Tamlin didn’t hesitate. “You know what it is.”

I didn’t reply.

“You gave that water-wraith your jewelry. Jewelry I gave you.”

“We have a damned house full of gold and jewels.”

Lucien took a deep breath that sounded a lot like: “Here we go.”

“Why shouldn’t I give them to her?” I demanded. “Those things don’t mean anything to

me. I’ve never worn the same piece of jewelry twice! Who cares about any of it?”

Tamlin’s lips thinned. “Because you undermine the laws of this court when you behave

like that. Because this is how things are done here, and when you hand that gluttonous

faerie the money she needs, it makes me—it makes this entire court—look weak.”

“Don’t you talk to me like that,” I said, baring my teeth. He slammed his hand on the

table, claws poking through his flesh, but I leaned forward, bracing my own hands on the

wood. “You still have no idea what it was like for me—to be on the verge of starvation for

months at a time. And you can call her a glutton all you like, but I have sisters, too, and I

remember what it felt like to return home without any food.” I calmed my heaving chest,

and that force beneath my skin stirred, undulating along my bones. “So maybe she’ll

spend all that money on stupid things—maybe she and her sisters have no self-control. But

I’m not going to take that chance and let them starve, because of some ridiculous rule that

your ancestors invented.”

Lucien cleared his throat. “She meant no harm, Tam.”

“I know she meant no harm,” he snapped.

Lucien held his gaze. “Worse things have happened, worse things can happen. Just

relax.”

Tamlin’s emerald eyes were feral as he snarled at Lucien, “Did I ask for your opinion?”

Those words, the look he gave Lucien and the way Lucien lowered his head—my

temper was a burning river in my veins. Look up, I silently beseeched him. Push back.
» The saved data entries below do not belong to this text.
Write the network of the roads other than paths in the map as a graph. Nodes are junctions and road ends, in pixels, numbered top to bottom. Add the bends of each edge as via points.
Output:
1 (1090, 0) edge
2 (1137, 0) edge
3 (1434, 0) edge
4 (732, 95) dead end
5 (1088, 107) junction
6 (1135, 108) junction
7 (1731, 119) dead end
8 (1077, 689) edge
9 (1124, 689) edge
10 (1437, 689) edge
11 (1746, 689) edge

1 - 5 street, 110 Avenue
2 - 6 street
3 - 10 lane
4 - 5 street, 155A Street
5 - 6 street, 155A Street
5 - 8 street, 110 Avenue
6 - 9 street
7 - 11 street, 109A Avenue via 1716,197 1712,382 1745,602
He’s wrong, and we’re right. Lucien’s jaw tightened. That force thrummed in me again,

seeping out, spearing for Lucien. Do not back down—

Then I was gone.

Still there, still seeing through my eyes, but also half looking through another angle in

the room, another person’s vantage point—

Thoughts slammed into me, images and memories, a pattern of thinking and feeling that

was old, and clever, and sad, so endlessly sad and guilt-ridden, hopeless—

Then I was back, blinking, no more than a heartbeat passing as I gaped at Lucien.